▸ AIM OF THE EXERCISE:
With the pictures left out, write every entry down exactly.

● ● ● ● ● ● ●

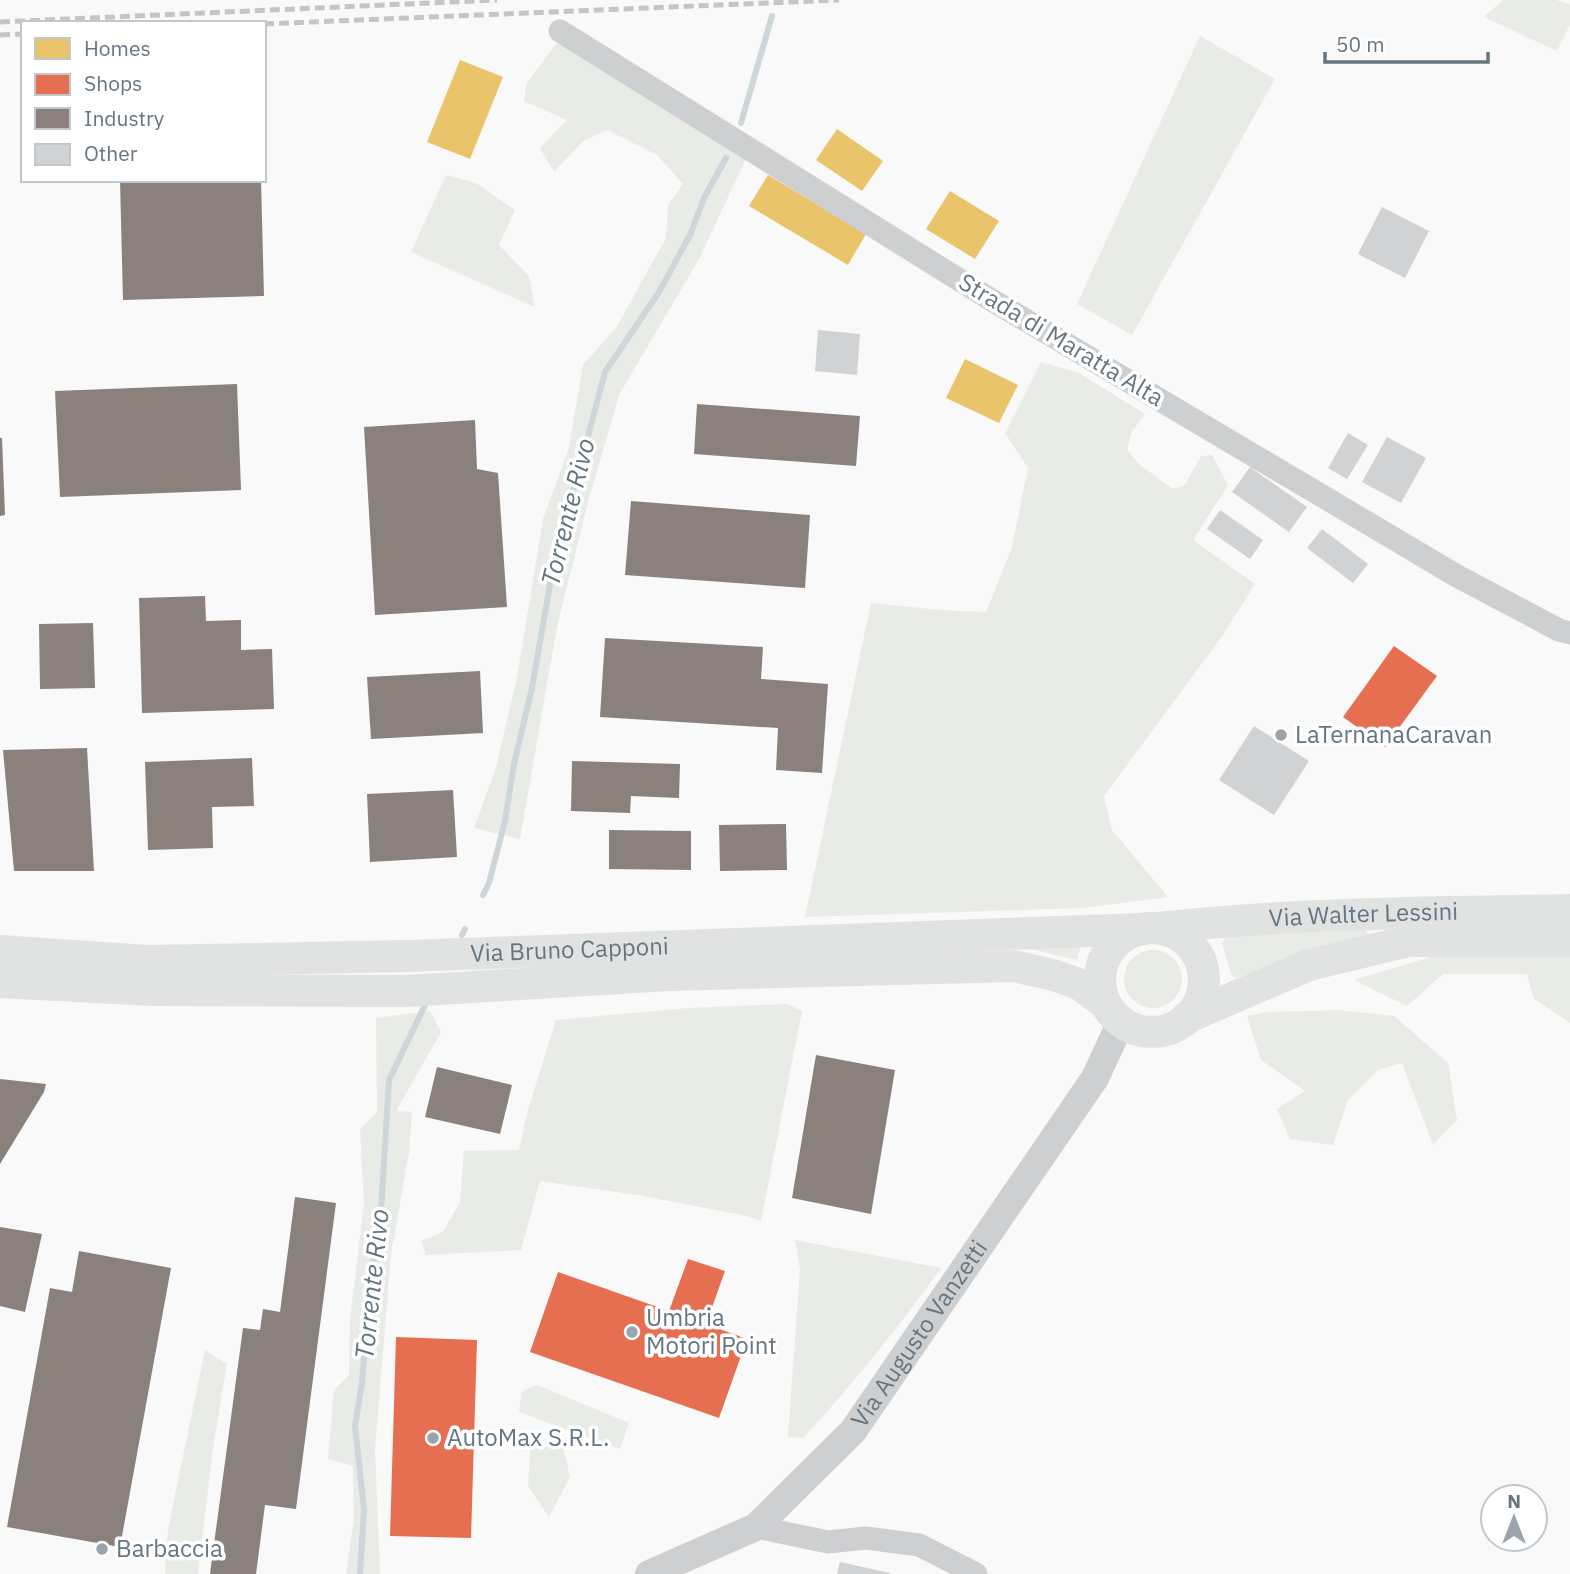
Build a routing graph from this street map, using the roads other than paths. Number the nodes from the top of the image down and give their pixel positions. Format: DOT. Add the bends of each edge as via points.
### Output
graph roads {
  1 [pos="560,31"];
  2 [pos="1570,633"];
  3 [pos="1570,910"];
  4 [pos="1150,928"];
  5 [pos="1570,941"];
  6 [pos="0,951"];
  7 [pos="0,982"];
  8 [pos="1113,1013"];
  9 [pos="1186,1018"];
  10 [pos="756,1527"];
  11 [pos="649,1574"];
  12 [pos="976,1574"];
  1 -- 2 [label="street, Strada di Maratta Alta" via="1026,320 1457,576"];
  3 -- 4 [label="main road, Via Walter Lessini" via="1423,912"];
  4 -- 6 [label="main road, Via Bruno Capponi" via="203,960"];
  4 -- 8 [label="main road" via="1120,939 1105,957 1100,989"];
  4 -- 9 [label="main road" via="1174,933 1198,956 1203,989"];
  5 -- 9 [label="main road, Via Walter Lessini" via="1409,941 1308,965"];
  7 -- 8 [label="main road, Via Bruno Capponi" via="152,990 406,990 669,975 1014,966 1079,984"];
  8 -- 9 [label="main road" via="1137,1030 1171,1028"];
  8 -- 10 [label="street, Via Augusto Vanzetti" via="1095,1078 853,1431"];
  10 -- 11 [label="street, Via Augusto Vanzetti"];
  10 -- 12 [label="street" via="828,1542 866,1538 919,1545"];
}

● ● ● ● ● ● ●

▸ RESULT FOR THIS EXERCISE:
Build a routing graph from this street map, using the roads other than paths. Number the nodes from the top of the image down and give their pixel positions. Format: DOT. Add the bends of each edge as via points.
### Output
graph roads {
  1 [pos="560,31"];
  2 [pos="1570,633"];
  3 [pos="1570,910"];
  4 [pos="1150,928"];
  5 [pos="1570,941"];
  6 [pos="0,951"];
  7 [pos="0,982"];
  8 [pos="1113,1013"];
  9 [pos="1186,1018"];
  10 [pos="756,1527"];
  11 [pos="649,1574"];
  12 [pos="976,1574"];
  1 -- 2 [label="street, Strada di Maratta Alta" via="1026,320 1457,576"];
  3 -- 4 [label="main road, Via Walter Lessini" via="1423,912"];
  4 -- 6 [label="main road, Via Bruno Capponi" via="203,960"];
  4 -- 8 [label="main road" via="1120,939 1105,957 1100,989"];
  4 -- 9 [label="main road" via="1174,933 1198,956 1203,989"];
  5 -- 9 [label="main road, Via Walter Lessini" via="1409,941 1308,965"];
  7 -- 8 [label="main road, Via Bruno Capponi" via="152,990 406,990 669,975 1014,966 1079,984"];
  8 -- 9 [label="main road" via="1137,1030 1171,1028"];
  8 -- 10 [label="street, Via Augusto Vanzetti" via="1095,1078 853,1431"];
  10 -- 11 [label="street, Via Augusto Vanzetti"];
  10 -- 12 [label="street" via="828,1542 866,1538 919,1545"];
}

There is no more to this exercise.